¡Feliz cumpleaños, hijo! En tus ojos veo futuro, veo ganas de no parar de aprender, de alegría y de curiosidad, y espero que todas estas características, no las pierdas nunca. Hoy haces un cambio de edad, y eso traerá consigo más madurez y más libertad.
Hijo, en días como hoy extraño tenerte en mi barriguita y sentir tus constantes patadas. ¡Todavía no me creo que algo tan perfecto haya estado dentro de mi! ¡Feliz cumpleaños a mi gran bendición!
Verte crecer me hace sentir mucho orgullo, me enseñaste muchas cosas ¡Y aún lo continuas haciendo! Espero que Dios mantenga siempre nuestra conexión madre e hijo y tengas la confianza de venir a mi siempre que lo necesites.
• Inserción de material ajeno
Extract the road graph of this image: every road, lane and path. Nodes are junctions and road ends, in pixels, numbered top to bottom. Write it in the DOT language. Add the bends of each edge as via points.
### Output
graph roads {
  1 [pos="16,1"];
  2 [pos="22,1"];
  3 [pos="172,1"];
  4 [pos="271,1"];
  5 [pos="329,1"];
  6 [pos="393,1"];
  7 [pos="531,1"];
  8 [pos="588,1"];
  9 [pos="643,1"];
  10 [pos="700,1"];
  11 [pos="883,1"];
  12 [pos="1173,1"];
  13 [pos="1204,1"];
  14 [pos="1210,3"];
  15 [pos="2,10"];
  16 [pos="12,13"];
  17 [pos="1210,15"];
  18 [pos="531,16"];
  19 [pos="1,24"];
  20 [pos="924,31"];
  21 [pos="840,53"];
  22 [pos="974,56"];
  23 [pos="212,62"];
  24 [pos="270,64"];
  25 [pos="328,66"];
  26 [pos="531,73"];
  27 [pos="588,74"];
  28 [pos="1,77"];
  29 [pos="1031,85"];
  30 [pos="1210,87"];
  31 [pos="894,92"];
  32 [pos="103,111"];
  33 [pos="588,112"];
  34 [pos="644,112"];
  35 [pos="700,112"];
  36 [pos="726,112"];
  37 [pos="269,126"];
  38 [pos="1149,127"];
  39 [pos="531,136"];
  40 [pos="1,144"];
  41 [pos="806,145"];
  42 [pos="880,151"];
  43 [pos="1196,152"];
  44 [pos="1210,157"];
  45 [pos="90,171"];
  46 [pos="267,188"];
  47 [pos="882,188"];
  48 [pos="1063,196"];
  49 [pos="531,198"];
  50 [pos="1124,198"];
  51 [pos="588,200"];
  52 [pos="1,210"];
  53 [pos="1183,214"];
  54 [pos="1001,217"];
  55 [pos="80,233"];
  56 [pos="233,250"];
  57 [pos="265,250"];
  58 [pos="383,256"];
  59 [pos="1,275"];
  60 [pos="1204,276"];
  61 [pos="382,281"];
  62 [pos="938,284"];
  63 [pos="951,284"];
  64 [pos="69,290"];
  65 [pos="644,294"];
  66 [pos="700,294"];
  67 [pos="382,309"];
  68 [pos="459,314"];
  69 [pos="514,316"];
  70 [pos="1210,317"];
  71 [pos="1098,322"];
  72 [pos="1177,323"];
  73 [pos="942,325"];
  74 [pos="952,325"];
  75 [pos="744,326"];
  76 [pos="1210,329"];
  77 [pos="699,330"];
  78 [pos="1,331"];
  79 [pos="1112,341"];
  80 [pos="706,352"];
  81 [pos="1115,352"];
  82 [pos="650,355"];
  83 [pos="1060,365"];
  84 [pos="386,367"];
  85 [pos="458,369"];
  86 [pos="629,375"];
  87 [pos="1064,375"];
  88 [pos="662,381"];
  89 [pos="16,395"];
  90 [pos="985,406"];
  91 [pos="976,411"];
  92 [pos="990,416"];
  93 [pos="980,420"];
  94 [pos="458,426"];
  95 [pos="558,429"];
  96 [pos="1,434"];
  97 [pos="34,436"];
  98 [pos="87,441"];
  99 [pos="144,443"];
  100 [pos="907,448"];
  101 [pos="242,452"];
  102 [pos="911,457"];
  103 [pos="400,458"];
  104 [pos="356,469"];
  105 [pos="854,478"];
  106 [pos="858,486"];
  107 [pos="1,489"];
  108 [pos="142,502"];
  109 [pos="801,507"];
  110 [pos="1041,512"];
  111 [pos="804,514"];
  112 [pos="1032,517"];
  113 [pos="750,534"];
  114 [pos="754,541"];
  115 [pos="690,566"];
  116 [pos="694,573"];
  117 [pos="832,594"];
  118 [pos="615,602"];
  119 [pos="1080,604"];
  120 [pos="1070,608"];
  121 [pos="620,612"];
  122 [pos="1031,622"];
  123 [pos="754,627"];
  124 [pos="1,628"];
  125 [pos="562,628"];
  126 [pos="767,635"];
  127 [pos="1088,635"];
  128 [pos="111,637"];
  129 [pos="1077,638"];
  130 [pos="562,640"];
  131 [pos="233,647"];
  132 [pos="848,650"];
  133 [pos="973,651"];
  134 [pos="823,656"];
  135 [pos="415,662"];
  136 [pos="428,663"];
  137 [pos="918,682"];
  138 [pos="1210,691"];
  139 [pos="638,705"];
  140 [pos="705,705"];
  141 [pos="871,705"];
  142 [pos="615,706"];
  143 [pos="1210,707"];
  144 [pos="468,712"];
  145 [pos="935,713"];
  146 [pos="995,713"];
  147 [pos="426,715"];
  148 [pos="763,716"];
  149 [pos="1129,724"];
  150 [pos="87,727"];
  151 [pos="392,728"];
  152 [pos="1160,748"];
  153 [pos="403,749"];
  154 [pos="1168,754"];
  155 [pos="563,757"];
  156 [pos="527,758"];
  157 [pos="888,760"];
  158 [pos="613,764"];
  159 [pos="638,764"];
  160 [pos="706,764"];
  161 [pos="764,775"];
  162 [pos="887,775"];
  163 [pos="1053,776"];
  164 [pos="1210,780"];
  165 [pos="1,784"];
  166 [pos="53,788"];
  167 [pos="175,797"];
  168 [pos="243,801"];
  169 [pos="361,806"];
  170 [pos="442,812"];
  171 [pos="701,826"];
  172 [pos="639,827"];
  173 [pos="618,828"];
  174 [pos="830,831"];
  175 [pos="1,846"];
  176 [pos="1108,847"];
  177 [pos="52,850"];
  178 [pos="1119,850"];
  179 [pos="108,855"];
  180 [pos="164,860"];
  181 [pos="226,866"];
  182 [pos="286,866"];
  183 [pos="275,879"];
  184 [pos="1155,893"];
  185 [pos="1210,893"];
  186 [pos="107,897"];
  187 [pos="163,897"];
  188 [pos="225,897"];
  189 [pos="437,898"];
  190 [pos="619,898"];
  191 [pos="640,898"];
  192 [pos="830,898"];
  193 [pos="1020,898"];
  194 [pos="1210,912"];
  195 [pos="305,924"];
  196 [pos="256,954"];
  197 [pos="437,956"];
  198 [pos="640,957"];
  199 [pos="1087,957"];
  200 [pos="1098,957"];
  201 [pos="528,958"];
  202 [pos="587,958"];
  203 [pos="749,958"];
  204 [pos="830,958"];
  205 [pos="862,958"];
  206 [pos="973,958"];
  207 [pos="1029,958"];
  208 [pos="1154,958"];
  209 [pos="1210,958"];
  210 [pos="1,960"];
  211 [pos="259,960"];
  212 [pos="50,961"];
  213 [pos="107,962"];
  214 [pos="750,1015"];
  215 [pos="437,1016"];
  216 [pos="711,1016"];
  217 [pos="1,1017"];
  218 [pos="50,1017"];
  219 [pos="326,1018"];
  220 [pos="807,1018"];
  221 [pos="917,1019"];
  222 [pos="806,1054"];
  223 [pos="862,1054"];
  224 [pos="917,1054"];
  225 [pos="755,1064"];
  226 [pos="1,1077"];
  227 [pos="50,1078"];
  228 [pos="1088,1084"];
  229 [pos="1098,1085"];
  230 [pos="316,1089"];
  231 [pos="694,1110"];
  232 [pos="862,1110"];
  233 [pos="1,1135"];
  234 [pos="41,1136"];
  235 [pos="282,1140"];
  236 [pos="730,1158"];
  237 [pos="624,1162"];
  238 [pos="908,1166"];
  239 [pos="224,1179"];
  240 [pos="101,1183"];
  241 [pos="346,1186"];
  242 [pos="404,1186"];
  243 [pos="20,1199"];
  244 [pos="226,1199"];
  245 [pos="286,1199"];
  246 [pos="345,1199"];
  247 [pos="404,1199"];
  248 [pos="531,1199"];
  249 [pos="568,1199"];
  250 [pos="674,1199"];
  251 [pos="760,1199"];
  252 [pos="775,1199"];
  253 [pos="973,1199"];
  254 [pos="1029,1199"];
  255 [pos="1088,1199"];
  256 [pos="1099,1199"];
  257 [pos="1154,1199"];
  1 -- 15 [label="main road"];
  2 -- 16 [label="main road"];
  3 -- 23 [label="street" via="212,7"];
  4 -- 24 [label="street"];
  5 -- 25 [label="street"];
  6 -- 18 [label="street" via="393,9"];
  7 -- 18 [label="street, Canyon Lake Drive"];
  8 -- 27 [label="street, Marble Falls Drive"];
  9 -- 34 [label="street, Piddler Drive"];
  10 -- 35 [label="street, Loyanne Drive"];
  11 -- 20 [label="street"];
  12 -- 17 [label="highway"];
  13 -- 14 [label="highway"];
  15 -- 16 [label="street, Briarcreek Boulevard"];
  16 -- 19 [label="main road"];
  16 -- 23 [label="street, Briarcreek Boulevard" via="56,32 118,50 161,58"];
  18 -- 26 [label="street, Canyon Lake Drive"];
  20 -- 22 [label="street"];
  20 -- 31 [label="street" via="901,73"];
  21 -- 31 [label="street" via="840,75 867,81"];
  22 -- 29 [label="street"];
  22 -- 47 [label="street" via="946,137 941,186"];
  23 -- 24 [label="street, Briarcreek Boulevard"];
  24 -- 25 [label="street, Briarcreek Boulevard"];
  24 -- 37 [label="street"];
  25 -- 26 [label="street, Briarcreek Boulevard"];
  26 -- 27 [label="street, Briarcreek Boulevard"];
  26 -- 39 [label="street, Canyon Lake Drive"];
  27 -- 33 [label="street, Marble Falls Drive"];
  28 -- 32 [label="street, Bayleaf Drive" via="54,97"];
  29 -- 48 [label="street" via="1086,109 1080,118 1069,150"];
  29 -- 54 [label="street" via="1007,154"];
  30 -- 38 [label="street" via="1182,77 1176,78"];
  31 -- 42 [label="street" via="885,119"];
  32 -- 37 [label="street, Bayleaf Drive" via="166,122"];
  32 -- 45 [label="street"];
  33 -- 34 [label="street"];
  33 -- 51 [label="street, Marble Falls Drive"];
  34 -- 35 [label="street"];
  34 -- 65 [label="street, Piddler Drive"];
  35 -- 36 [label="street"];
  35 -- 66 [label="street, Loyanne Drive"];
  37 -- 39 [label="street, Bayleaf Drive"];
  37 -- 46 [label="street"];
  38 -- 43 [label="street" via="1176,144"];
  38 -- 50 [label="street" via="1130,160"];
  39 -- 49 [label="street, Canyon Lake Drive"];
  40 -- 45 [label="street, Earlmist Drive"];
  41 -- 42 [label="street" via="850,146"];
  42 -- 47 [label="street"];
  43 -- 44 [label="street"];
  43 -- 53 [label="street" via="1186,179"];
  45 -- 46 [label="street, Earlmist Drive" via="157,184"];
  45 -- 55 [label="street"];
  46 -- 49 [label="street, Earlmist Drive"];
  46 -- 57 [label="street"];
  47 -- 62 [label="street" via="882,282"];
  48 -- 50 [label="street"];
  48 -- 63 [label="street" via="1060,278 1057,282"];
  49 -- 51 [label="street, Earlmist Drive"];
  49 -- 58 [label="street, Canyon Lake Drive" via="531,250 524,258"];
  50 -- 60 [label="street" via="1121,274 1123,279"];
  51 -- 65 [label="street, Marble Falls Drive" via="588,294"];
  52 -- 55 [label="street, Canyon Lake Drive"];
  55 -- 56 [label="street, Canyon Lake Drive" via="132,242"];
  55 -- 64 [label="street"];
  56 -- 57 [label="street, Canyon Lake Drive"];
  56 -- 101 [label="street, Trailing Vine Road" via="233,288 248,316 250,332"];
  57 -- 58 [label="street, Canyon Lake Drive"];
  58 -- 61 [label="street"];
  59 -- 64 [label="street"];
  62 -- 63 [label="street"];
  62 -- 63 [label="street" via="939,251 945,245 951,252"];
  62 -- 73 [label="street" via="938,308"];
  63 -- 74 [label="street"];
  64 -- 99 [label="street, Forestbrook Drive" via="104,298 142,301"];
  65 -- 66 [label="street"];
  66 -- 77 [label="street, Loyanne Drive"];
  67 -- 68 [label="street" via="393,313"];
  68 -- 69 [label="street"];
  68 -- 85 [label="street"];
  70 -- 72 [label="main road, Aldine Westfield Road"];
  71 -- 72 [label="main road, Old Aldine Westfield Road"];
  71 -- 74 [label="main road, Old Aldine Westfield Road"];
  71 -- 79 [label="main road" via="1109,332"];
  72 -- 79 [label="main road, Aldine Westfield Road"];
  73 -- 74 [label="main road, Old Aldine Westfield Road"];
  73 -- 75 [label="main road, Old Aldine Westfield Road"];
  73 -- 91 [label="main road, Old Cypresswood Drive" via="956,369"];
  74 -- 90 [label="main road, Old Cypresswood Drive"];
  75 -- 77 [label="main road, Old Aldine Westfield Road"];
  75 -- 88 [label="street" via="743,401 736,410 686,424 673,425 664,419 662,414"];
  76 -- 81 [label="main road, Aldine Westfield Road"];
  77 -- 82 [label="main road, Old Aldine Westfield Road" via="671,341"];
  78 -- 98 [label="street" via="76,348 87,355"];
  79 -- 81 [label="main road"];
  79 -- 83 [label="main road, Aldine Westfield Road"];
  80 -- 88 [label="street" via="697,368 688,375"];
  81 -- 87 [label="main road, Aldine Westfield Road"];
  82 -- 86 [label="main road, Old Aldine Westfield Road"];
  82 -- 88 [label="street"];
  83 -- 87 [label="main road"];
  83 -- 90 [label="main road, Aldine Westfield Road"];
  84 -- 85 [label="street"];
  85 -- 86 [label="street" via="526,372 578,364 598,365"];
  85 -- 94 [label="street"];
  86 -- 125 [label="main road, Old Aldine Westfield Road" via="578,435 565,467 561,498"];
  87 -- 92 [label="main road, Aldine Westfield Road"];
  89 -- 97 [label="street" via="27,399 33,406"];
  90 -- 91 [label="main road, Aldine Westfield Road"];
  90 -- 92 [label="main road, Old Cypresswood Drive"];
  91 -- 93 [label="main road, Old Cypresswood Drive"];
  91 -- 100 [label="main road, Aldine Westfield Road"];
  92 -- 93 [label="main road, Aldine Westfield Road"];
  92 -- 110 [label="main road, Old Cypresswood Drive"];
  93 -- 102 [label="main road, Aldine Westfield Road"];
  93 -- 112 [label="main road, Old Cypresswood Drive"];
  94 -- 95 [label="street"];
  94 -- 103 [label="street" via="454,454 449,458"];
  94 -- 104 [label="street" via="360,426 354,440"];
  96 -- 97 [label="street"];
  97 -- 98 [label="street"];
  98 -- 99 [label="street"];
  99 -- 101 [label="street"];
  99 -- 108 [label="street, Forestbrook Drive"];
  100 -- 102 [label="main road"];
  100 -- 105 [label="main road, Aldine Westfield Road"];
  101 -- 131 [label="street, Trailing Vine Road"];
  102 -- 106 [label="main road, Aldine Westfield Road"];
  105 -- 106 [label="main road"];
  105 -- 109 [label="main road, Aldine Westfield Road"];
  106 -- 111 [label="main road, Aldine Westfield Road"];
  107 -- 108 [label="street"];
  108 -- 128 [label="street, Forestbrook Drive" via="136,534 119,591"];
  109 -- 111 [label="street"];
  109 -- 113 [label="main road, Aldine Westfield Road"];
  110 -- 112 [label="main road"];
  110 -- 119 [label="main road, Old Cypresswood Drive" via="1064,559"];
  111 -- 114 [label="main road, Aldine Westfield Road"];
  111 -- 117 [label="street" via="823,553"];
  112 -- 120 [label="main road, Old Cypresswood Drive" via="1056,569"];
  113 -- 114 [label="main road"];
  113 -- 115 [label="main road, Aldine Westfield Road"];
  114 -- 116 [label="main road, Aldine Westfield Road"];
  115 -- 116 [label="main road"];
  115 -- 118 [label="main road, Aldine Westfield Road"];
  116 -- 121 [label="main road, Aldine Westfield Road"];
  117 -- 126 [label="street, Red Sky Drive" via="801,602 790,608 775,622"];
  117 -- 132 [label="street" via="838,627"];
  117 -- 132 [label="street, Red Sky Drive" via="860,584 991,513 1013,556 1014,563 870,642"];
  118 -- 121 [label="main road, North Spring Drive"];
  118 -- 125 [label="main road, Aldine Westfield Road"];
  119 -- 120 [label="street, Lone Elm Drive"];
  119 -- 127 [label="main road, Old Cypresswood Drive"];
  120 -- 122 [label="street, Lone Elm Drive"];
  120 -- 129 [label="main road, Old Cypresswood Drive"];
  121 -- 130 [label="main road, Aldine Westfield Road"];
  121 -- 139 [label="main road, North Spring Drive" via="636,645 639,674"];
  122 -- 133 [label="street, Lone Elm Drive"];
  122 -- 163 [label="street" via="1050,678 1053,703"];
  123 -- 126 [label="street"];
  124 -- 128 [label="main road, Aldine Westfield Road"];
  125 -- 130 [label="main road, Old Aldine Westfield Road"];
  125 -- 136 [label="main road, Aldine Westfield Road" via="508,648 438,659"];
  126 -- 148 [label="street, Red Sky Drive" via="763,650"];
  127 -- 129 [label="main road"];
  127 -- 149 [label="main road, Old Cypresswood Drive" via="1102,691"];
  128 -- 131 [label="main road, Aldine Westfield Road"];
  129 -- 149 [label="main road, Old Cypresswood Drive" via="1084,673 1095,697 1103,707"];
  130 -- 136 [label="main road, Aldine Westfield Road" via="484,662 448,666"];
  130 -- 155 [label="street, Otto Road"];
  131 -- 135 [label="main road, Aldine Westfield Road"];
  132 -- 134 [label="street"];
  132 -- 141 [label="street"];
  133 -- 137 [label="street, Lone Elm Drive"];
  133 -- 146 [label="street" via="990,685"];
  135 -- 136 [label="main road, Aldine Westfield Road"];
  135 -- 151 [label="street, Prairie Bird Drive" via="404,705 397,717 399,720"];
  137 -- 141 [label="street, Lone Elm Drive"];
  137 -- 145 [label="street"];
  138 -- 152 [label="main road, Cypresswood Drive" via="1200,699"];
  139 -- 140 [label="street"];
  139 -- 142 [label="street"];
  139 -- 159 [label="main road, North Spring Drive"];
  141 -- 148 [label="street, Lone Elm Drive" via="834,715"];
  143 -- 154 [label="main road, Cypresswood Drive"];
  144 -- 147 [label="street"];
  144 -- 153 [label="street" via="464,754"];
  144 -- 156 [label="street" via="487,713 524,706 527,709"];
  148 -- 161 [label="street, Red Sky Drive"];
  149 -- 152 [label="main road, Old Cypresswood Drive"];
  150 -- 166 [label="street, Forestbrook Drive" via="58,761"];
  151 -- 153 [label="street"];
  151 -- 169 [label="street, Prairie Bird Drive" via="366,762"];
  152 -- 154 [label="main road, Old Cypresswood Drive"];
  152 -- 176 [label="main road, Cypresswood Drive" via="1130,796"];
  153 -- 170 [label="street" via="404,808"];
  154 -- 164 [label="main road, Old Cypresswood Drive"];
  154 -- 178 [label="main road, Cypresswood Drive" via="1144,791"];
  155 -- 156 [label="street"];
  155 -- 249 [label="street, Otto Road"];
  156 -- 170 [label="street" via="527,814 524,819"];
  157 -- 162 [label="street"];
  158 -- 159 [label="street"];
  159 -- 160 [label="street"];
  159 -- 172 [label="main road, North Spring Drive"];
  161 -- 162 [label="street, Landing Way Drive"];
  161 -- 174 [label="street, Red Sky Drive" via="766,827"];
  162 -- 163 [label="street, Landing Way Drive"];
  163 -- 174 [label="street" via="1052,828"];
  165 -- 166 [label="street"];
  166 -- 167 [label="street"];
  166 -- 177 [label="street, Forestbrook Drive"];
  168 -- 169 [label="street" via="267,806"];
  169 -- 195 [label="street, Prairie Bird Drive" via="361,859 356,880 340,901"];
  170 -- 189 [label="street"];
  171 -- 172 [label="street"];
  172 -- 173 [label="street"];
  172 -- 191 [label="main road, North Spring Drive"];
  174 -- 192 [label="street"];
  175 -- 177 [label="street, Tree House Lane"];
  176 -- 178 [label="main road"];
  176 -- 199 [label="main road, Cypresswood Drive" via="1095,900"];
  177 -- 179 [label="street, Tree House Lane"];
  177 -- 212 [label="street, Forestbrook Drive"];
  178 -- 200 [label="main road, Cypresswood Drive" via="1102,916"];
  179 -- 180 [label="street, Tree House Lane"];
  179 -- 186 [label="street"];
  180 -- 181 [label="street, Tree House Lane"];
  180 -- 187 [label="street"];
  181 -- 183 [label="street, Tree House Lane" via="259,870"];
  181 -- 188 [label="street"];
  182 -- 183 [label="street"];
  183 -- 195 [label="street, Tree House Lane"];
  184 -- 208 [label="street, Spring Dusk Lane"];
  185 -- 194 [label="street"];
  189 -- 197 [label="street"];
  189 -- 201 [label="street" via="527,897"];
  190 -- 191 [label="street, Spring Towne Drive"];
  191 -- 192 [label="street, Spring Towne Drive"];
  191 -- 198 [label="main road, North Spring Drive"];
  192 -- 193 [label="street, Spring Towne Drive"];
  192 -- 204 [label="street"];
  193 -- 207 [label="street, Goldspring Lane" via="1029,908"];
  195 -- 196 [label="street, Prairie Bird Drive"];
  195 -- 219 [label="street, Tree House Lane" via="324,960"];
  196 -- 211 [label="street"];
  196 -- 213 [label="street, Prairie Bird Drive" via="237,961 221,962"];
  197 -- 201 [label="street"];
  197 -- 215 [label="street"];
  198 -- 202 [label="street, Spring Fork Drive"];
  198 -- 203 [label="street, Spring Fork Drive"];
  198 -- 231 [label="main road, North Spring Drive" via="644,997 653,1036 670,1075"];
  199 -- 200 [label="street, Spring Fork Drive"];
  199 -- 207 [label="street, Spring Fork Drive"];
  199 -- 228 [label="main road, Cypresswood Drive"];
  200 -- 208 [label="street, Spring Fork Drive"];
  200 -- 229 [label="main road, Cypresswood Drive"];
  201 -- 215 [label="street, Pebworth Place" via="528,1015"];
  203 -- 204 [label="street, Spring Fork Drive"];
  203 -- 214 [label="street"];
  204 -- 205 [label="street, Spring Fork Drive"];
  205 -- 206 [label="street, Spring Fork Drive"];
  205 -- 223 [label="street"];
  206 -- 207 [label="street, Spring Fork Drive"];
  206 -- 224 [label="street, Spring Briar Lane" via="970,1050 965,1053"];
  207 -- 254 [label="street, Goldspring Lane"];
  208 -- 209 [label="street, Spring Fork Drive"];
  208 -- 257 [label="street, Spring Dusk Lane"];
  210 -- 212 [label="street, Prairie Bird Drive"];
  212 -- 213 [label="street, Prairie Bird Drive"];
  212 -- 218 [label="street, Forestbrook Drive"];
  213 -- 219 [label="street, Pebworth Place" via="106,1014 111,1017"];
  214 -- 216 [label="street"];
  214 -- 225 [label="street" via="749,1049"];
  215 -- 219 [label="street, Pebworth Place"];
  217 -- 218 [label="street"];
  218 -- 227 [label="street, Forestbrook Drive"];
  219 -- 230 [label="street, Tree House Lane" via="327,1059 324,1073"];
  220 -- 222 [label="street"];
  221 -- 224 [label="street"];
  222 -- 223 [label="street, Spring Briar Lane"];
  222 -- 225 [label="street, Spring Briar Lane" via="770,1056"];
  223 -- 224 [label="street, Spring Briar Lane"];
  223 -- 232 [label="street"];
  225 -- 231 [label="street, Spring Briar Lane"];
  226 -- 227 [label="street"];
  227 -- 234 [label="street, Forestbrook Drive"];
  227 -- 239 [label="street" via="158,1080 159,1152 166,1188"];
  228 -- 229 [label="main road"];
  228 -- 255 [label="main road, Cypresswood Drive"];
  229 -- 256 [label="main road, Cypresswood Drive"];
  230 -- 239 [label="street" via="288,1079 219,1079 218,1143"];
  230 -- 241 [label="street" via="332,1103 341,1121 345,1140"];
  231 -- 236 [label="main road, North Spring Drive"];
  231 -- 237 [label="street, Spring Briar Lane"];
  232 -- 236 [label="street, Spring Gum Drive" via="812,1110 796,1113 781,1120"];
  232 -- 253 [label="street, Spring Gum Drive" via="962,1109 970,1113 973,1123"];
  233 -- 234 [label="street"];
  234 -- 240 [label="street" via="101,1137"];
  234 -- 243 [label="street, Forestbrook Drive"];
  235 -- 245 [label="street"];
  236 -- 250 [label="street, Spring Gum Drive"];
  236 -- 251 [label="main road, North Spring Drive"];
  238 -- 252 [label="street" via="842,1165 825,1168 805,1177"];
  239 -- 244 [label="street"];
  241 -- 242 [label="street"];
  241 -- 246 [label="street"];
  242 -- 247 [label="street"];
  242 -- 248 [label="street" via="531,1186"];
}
Mi día se llena de alegría hoy, hijo, pues cumples un año más, y es siempre un momento importante y especial. La vida es diferente sabiendo que tu existes, me cambiaste por completo, y el amor que siento por ti es inmenso.
Mi objetivo en la vida desde el momento en que naciste fue el de cuidarte, el de mantenerte a salvo, lejos de cualquier mal, que crecieras sano, con alegría, y con todas las facilidades. Espero que hayas sentido ese cariño y ese cuidado, y que lo sigas sintiendo para siempre, porque es muy puro, real y sincero.
¡Has crecido tanto! Te miro y veo una persona muy madura e independiente, a pesar de que sigues manteniendo tu hermosa sonrisa de toda la vida, y la mirada bondadosa de cuando eras chiquito. ¡Espero que no lo pierdas nunca!
Ser mamá es una alegría teniéndote como hijo, y hoy es el día más divertido del año, pues creces un poquito más, y estás en una edad en la que todo te hace mucha ilusión, pero sobretodo que llegue el día de hoy. Tendremos una linda celebración, con todas tus ideas, con mucha magia y diversión.
Mi lindo hombrecito, ¡Hay tantas cosas que quisiera decirte en este día! Cuando llegaste la vida me cambió completamente, aún no te habia visto y ya estaba sintiendo un amor especial por ti.
Recuerdo como si fuera hoy, la primera vez que te vi y también cuando te sostuve en mis brazos. ¡Eras el regalo que la vida nos había dado!
Con cierta melancolia te he visto crecer, pero también con mucho orgullo. ¡Eres muy inteligente, y yo siempre estaré aquí para recordarte que no existe nada imposible! ¡Feliz cumpleaños, hijo!
Hijo mío, aquí está tu mamá, como cada año, preparando para ti el mejor día, dándote todo su cariño, y demostrándote que eres su niño preferido, pues no lo olvides nunca, eres la persona por la que me desvivo.
Estoy orgullosa, y siento una gran felicidad, las emociones de hoy son hermosísimas, pero lo más lindo de todo es verte a ti. La forma en que disfrutas de cada sorpresa, la alegría con la que recibes a tus amigos y amigas, tu cara emocionada al soplar las velas y pedir un deseo…
La verdad es que no puedo quedarme con un solo momento, pues cada uno de ellos hace que el día de hoy sea uno de los más maravillosos. ¡Feliz cumpleaños!
¡Feliz cumpleaños, hijo! Sabes que tu mamá siempre estará orgullosa de ti, fuiste un niño adorable y ahora eres un adulto ejemplar. Has cambiado mucho, pero continúas conservando tu esencia, aquello que te hacía y que te sigue haciendo una persona especial.
Sabes que soy tu apoyo en cualquier situación, que pase lo que pase aquí me tendrás, tanto para las risas como para los momentos en los que quizá te toque llorar. Pero no pensemos en eso, pues hoy es día de festejar, de desprender alegría y mucha felicidad.
Hijo mío, cada año que pasa me emociono más con tu cumpleaños, pues recuerdo cuando aún estabas en mi barriguita, y ahora te veo tan crecido y tan independiente… que no puedo evitarlo, son muchos los sentimientos, y todos ellos, buenos.
Espero que festejes, y sé que lo harás pues para ti es un día que no puedes pasar sin celebrar. Con todo mi corazón te digo que te admiro, y que en estos últimos años has demostrado ser una persona valiente y responsable.
Soy muy consciente de que creces, pero ya sabes que no puedo dejar de pensar que para mi siempre serás mi niño … ¡Feliz cumpleaños!